Assignment: Leave the images out and write out each entry exactly as shown.

Source records:
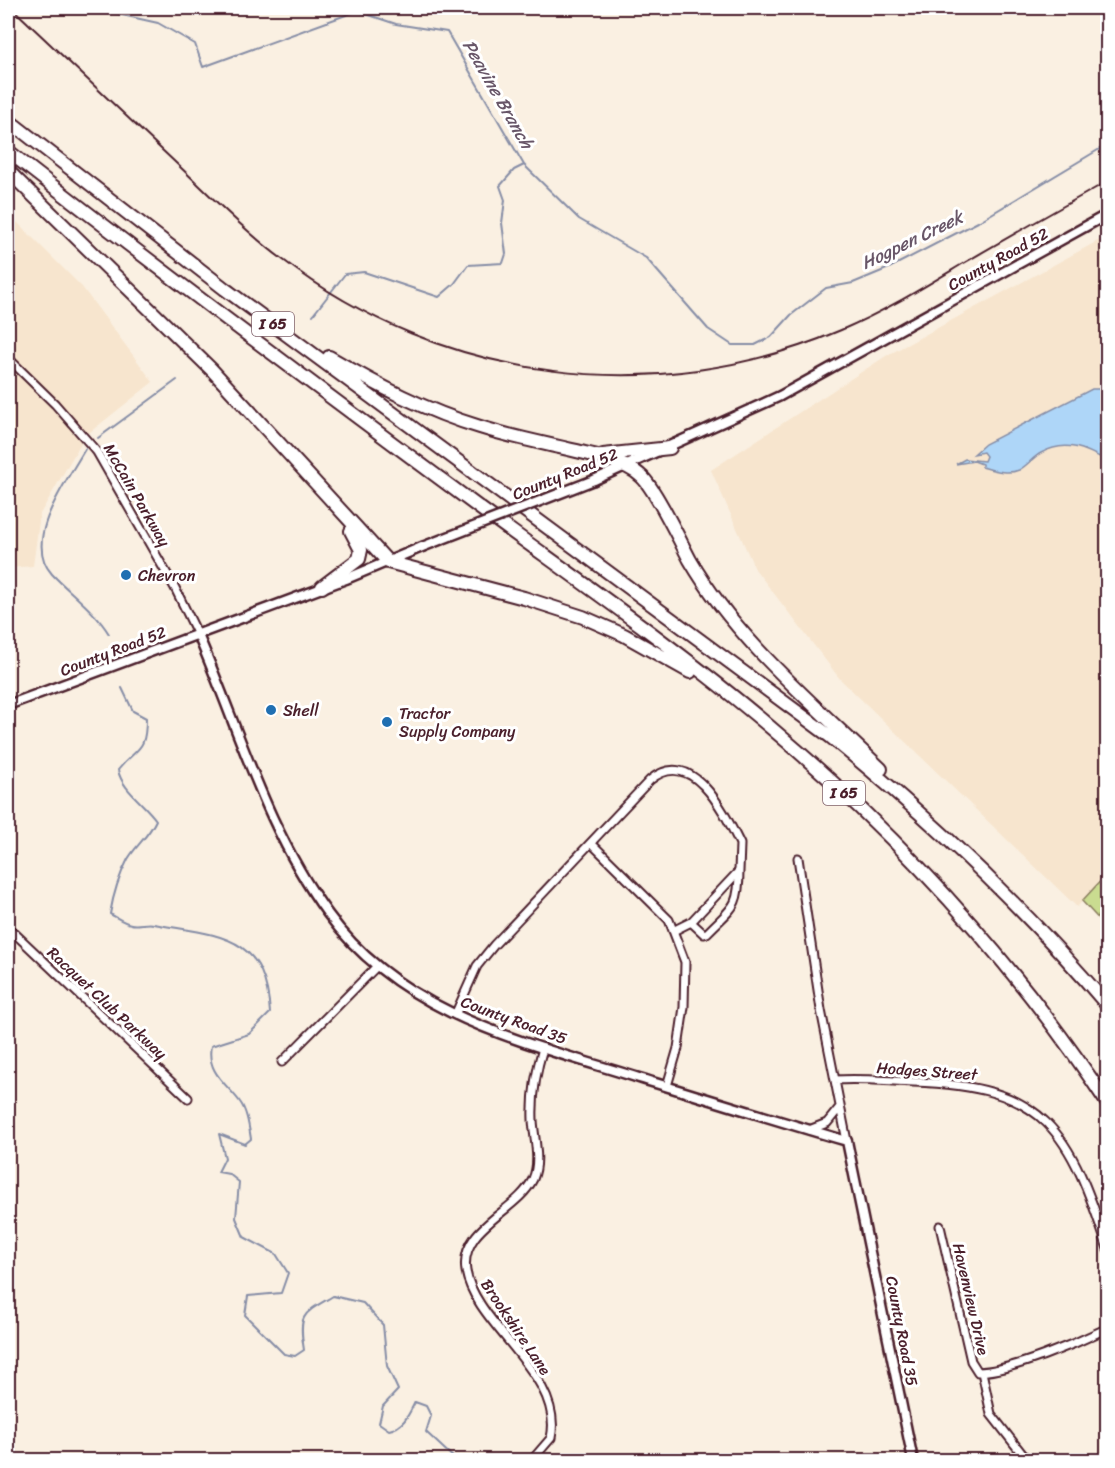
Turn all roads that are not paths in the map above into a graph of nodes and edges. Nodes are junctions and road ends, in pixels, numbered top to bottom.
1 (8, 120) edge
2 (8, 151) edge
3 (8, 171) edge
4 (1107, 214) edge
5 (254, 310) junction
6 (8, 358) edge
7 (670, 448) junction
8 (590, 454) junction
9 (626, 465) junction
10 (307, 476) junction
11 (388, 562) junction
12 (321, 587) junction
13 (198, 635) junction
14 (8, 705) edge
15 (768, 725) junction
16 (591, 843) junction
17 (798, 858) dead end
18 (977, 865) junction
19 (739, 871) junction
20 (691, 922) junction
21 (8, 927) edge
22 (673, 931) junction
23 (377, 966) junction
24 (1107, 1006) edge
25 (455, 1015) junction
26 (543, 1048) junction
27 (282, 1062) dead end
28 (835, 1080) junction
29 (667, 1086) junction
30 (188, 1098) dead end
31 (1107, 1104) edge
32 (840, 1107) junction
33 (809, 1130) junction
34 (847, 1141) junction
35 (940, 1226) dead end
36 (1107, 1249) edge
37 (1107, 1328) edge
38 (982, 1372) junction
39 (532, 1461) edge
40 (913, 1461) edge
41 (1027, 1461) edge

1 - 5 highway, I 65
2 - 15 highway, I 65
3 - 10 highway
4 - 7 street, County Road 52
5 - 8 highway
5 - 18 highway, I 65
6 - 13 street, McCain Parkway
7 - 8 highway
7 - 9 street, County Road 52
8 - 9 highway
9 - 11 street, County Road 52, bridge
9 - 18 highway
10 - 11 highway
10 - 12 highway
11 - 12 street, County Road 52
11 - 15 highway
12 - 13 street, County Road 52
13 - 14 street, County Road 52
13 - 23 street, County Road 35
15 - 31 highway, I 65
16 - 19 street
16 - 22 street
16 - 25 street
17 - 28 street
18 - 24 highway, I 65
19 - 20 street
19 - 20 street
20 - 22 street
21 - 30 street, Racquet Club Parkway
22 - 29 street
23 - 25 street, County Road 35
23 - 27 street
25 - 26 street, County Road 35
26 - 29 street, County Road 35
26 - 39 street, Brookshire Lane
28 - 32 street
28 - 36 street, Hodges Street
29 - 33 street, County Road 35
32 - 33 street
32 - 34 street
33 - 34 street, County Road 35
34 - 40 street, County Road 35
35 - 38 street, Havenview Drive
37 - 38 street, Havenview Drive
38 - 41 street, Havenview Drive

Written solution:
Turn all roads that are not paths in the map above into a graph of nodes and edges. Nodes are junctions and road ends, in pixels, numbered top to bottom.
1 (8, 120) edge
2 (8, 151) edge
3 (8, 171) edge
4 (1107, 214) edge
5 (254, 310) junction
6 (8, 358) edge
7 (670, 448) junction
8 (590, 454) junction
9 (626, 465) junction
10 (307, 476) junction
11 (388, 562) junction
12 (321, 587) junction
13 (198, 635) junction
14 (8, 705) edge
15 (768, 725) junction
16 (591, 843) junction
17 (798, 858) dead end
18 (977, 865) junction
19 (739, 871) junction
20 (691, 922) junction
21 (8, 927) edge
22 (673, 931) junction
23 (377, 966) junction
24 (1107, 1006) edge
25 (455, 1015) junction
26 (543, 1048) junction
27 (282, 1062) dead end
28 (835, 1080) junction
29 (667, 1086) junction
30 (188, 1098) dead end
31 (1107, 1104) edge
32 (840, 1107) junction
33 (809, 1130) junction
34 (847, 1141) junction
35 (940, 1226) dead end
36 (1107, 1249) edge
37 (1107, 1328) edge
38 (982, 1372) junction
39 (532, 1461) edge
40 (913, 1461) edge
41 (1027, 1461) edge

1 - 5 highway, I 65
2 - 15 highway, I 65
3 - 10 highway
4 - 7 street, County Road 52
5 - 8 highway
5 - 18 highway, I 65
6 - 13 street, McCain Parkway
7 - 8 highway
7 - 9 street, County Road 52
8 - 9 highway
9 - 11 street, County Road 52, bridge
9 - 18 highway
10 - 11 highway
10 - 12 highway
11 - 12 street, County Road 52
11 - 15 highway
12 - 13 street, County Road 52
13 - 14 street, County Road 52
13 - 23 street, County Road 35
15 - 31 highway, I 65
16 - 19 street
16 - 22 street
16 - 25 street
17 - 28 street
18 - 24 highway, I 65
19 - 20 street
19 - 20 street
20 - 22 street
21 - 30 street, Racquet Club Parkway
22 - 29 street
23 - 25 street, County Road 35
23 - 27 street
25 - 26 street, County Road 35
26 - 29 street, County Road 35
26 - 39 street, Brookshire Lane
28 - 32 street
28 - 36 street, Hodges Street
29 - 33 street, County Road 35
32 - 33 street
32 - 34 street
33 - 34 street, County Road 35
34 - 40 street, County Road 35
35 - 38 street, Havenview Drive
37 - 38 street, Havenview Drive
38 - 41 street, Havenview Drive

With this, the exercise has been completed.